トータルで比較すると、シティコミューターとしての実用的側面が強かった150に対し、250はよりスポーツライディング寄りに各部を強化され、ツーリングなども楽にこなせるマルチユースなライトウェイトスポーツ、という位置づけになるだろう。
ジクサー250はシュラウドの形状などボリュームのあるデザインだが、実際に跨ると車体はとてもコンパクトだ。シッティングポジションとハンドルの位置が近く、ストリートファイター的な乗車姿勢となっている。始動は「スズキイージースタートシステム」を装備しているのでスターターボタンをワンプッシュするだけ。アイドリングでの排気音はストトトト……とまるでビジネスバイクのように静かだ。

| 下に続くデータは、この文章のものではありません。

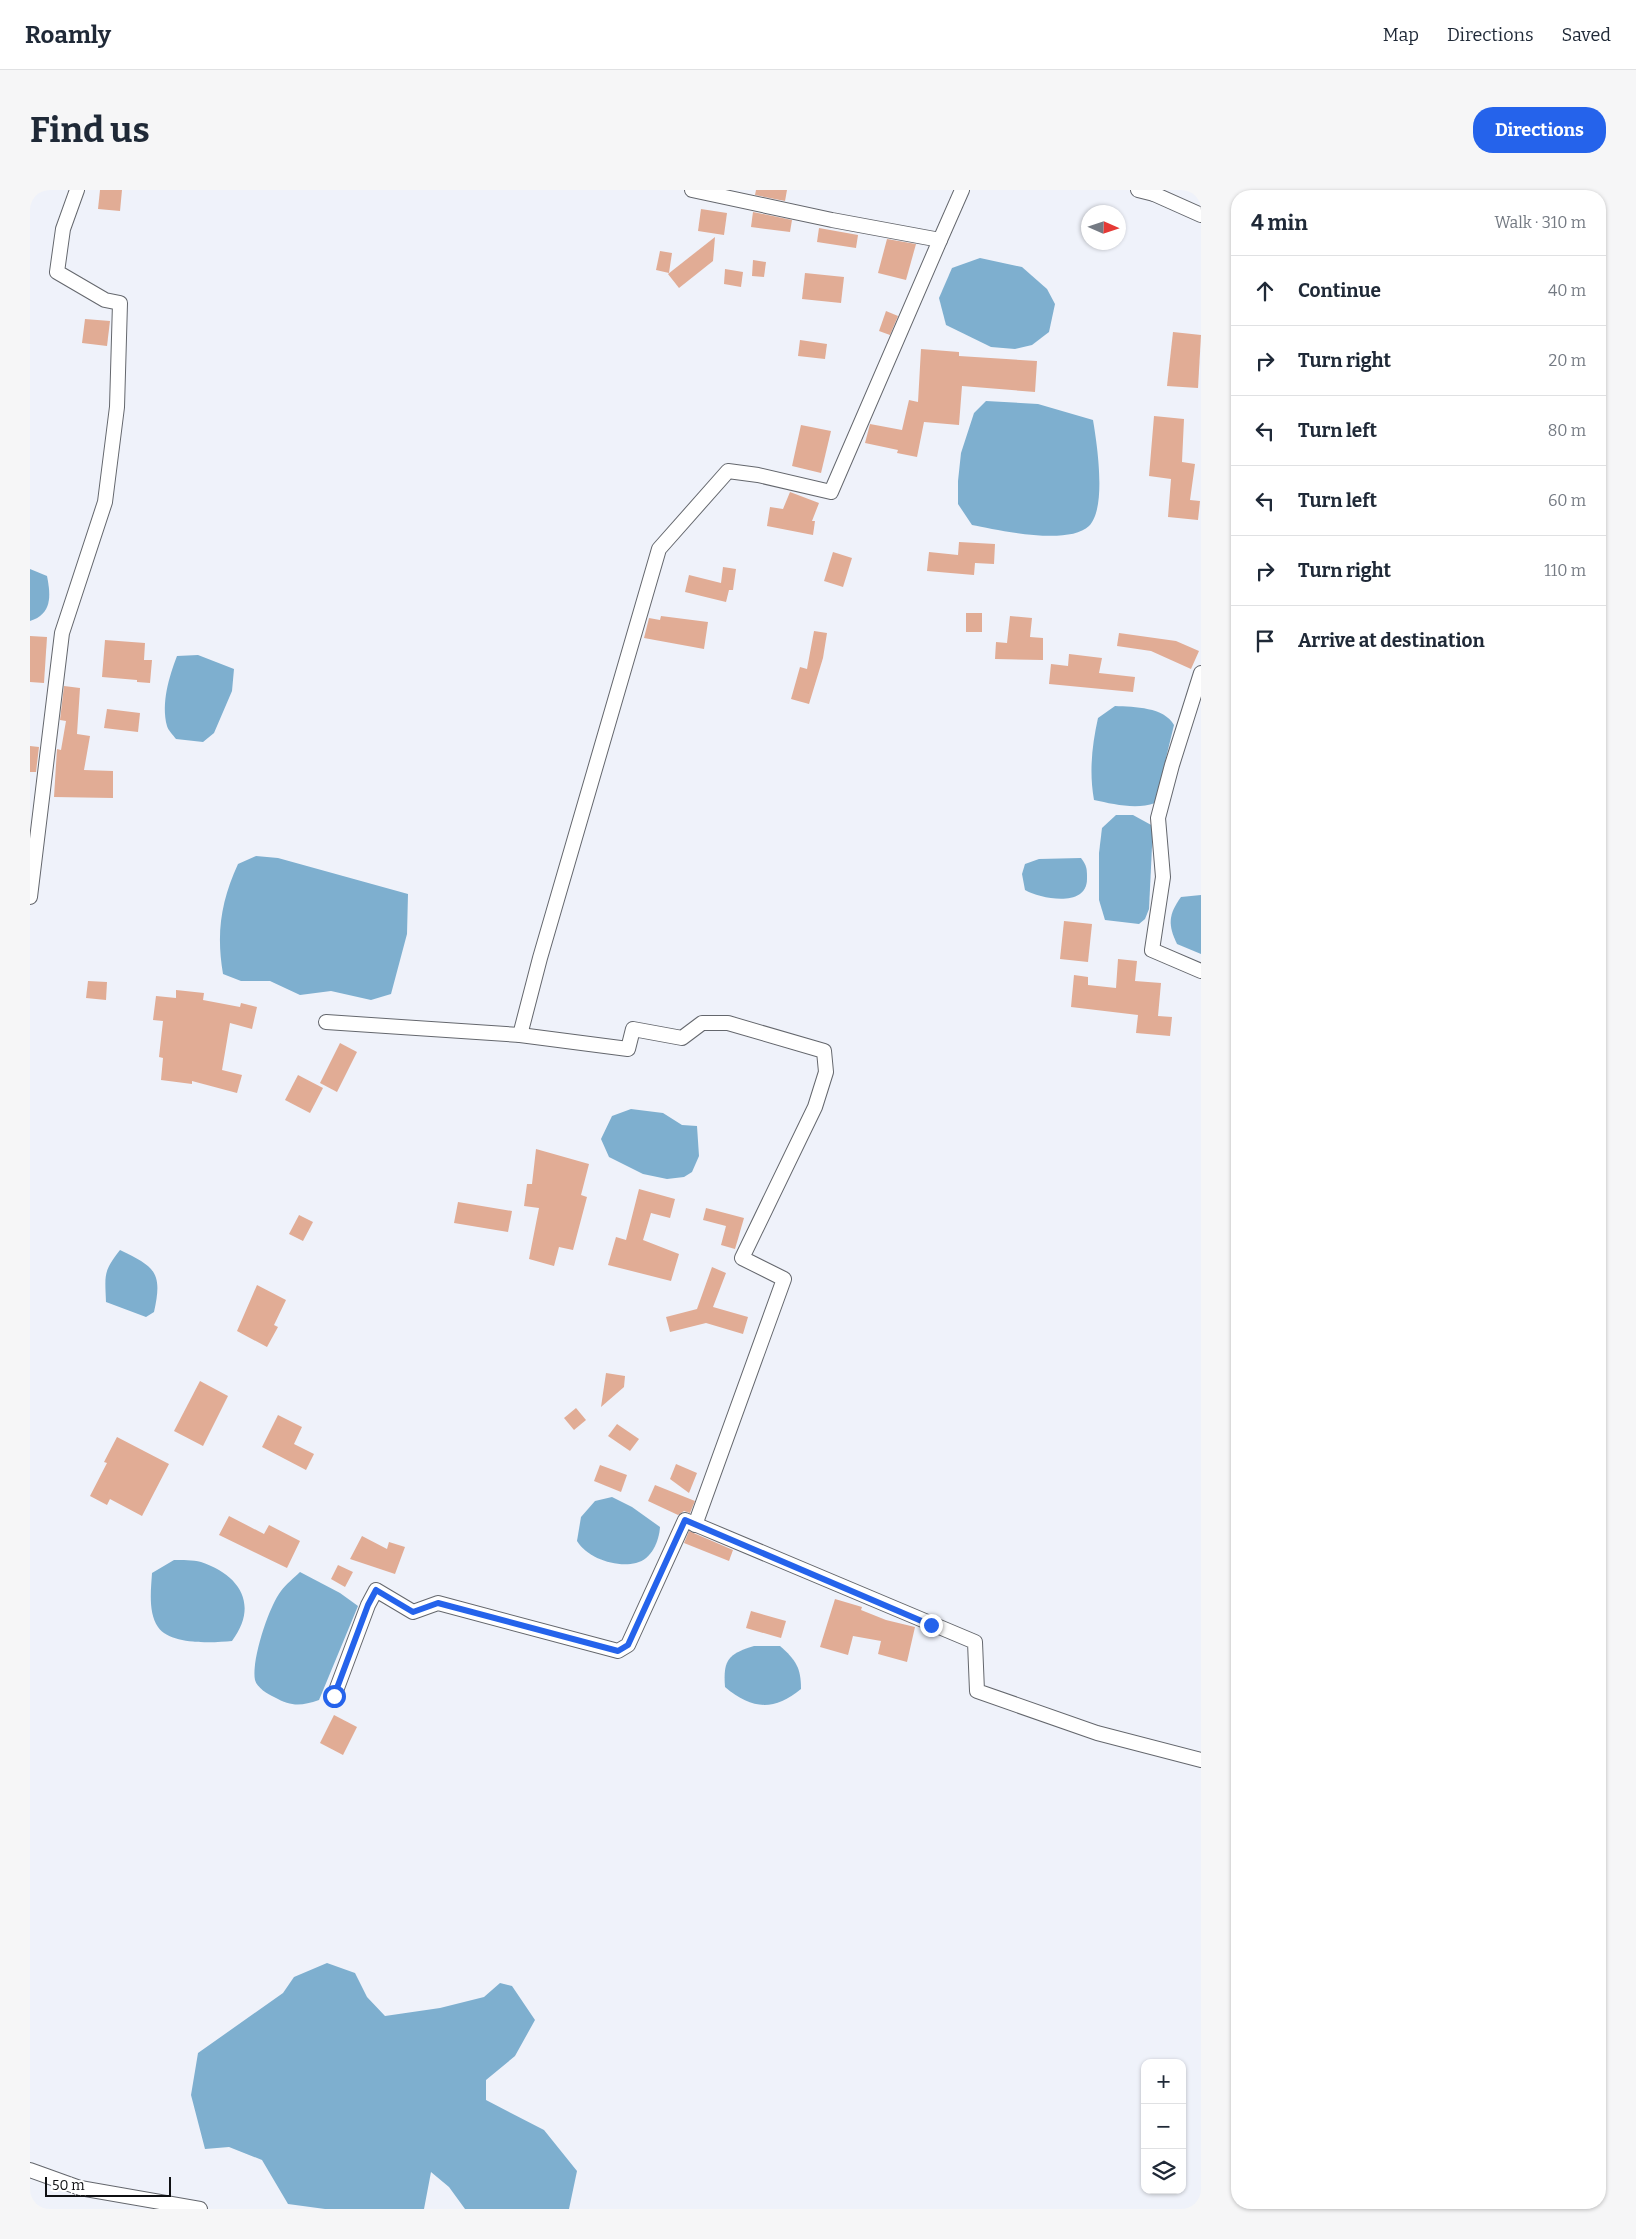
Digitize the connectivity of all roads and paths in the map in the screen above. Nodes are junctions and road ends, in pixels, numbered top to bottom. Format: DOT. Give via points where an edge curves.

走り出してアクセルを開けても、トゥルルル~と排気音はあくまでおとなしい。しかし、音に反してエンジンは低速から粘りがあり、けっこうパワフルだ。シティランではエンジンを4000~6000回転程度にキープすれば、非常に小気味いい走りを見せてくれる。新型の油冷エンジンは、吹け上りが非常にスムーズで振動も少ない。小回りやUターンなどもやりやすいので、混雑する道路でのストレスや疲れも少ない印象だ。
身長170cmの筆者の体格だと、タンク下のカバーに脚がぴったりとフィットしてニーグリップがとてもしやすく、軽量な車体をヒラヒラと自在に操れる感覚が楽しい。サスペンションは前後ともに良く動き、衝撃吸収性とコシや粘りのバランスがちょうどいいため、中高速コーナーでの旋回も難なくこなしてくれる。まさにライトウェイトスポーツのお手本のようなライディングが可能なのだ。

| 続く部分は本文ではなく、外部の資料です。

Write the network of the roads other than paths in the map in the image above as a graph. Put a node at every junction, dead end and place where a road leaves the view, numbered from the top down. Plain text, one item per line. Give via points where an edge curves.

高速道路に乗り入れても、エンジンの振動は少なく、レッドゾーン付近までストレスなく吹け上がる。車体剛性が高く、頑張れば120km/hでの巡航も出来なくはない。が、エンジンに負担がかからず快適なのはやはり100km/h前後といったところ。にしても、高速走行では150よりもかなりの余裕を感じることができた。これだけの走りや装備で税込みメーカー希望小売価格が45万円を切るのだから、コストパフォーマンスは驚くほど高い。ビギナーからリターンライダー、そして大型からのダウンサイジングを考えているベテランライダーまで、多くの人に受け入れられる素質と魅力を持ったマシンと言えるだろう。